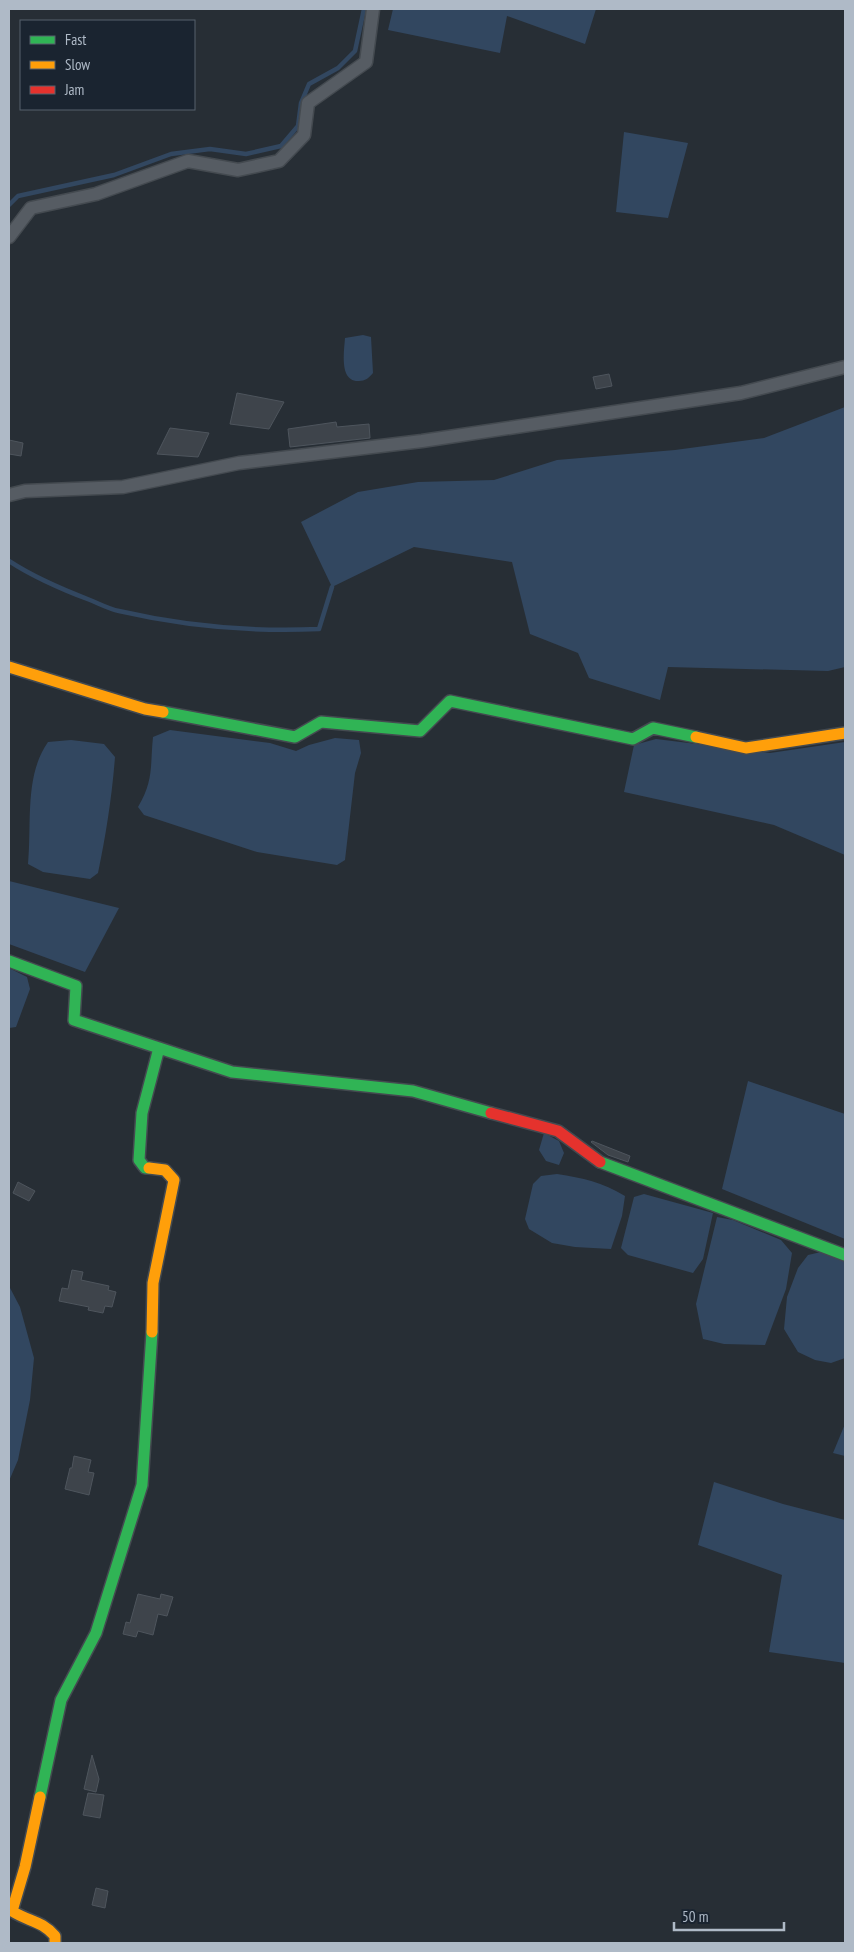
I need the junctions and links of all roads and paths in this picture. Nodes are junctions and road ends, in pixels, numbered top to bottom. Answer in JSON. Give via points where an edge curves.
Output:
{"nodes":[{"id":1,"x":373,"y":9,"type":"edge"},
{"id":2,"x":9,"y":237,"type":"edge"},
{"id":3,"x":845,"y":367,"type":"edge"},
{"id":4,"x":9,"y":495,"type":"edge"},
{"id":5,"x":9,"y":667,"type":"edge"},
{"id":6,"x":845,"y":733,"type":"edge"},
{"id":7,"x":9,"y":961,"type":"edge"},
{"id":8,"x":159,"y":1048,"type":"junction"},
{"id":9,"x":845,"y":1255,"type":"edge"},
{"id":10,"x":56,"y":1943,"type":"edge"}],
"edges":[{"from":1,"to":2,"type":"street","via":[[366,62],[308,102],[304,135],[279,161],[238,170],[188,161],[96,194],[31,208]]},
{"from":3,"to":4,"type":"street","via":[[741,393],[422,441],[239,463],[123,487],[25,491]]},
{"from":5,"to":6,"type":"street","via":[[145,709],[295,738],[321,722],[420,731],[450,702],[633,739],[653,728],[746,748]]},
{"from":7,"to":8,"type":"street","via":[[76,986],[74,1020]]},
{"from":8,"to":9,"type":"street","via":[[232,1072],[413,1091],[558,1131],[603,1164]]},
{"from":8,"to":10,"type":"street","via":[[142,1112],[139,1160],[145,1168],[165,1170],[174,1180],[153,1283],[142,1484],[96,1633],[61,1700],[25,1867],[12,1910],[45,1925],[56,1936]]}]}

■ EXERCISE GOAL: Repeat each line above exactly as it reads, omitting any pictures.

■ TASK SOLUTION:
I need the junctions and links of all roads and paths in this picture. Nodes are junctions and road ends, in pixels, numbered top to bottom. Answer in JSON. Give via points where an edge curves.
Output:
{"nodes":[{"id":1,"x":373,"y":9,"type":"edge"},
{"id":2,"x":9,"y":237,"type":"edge"},
{"id":3,"x":845,"y":367,"type":"edge"},
{"id":4,"x":9,"y":495,"type":"edge"},
{"id":5,"x":9,"y":667,"type":"edge"},
{"id":6,"x":845,"y":733,"type":"edge"},
{"id":7,"x":9,"y":961,"type":"edge"},
{"id":8,"x":159,"y":1048,"type":"junction"},
{"id":9,"x":845,"y":1255,"type":"edge"},
{"id":10,"x":56,"y":1943,"type":"edge"}],
"edges":[{"from":1,"to":2,"type":"street","via":[[366,62],[308,102],[304,135],[279,161],[238,170],[188,161],[96,194],[31,208]]},
{"from":3,"to":4,"type":"street","via":[[741,393],[422,441],[239,463],[123,487],[25,491]]},
{"from":5,"to":6,"type":"street","via":[[145,709],[295,738],[321,722],[420,731],[450,702],[633,739],[653,728],[746,748]]},
{"from":7,"to":8,"type":"street","via":[[76,986],[74,1020]]},
{"from":8,"to":9,"type":"street","via":[[232,1072],[413,1091],[558,1131],[603,1164]]},
{"from":8,"to":10,"type":"street","via":[[142,1112],[139,1160],[145,1168],[165,1170],[174,1180],[153,1283],[142,1484],[96,1633],[61,1700],[25,1867],[12,1910],[45,1925],[56,1936]]}]}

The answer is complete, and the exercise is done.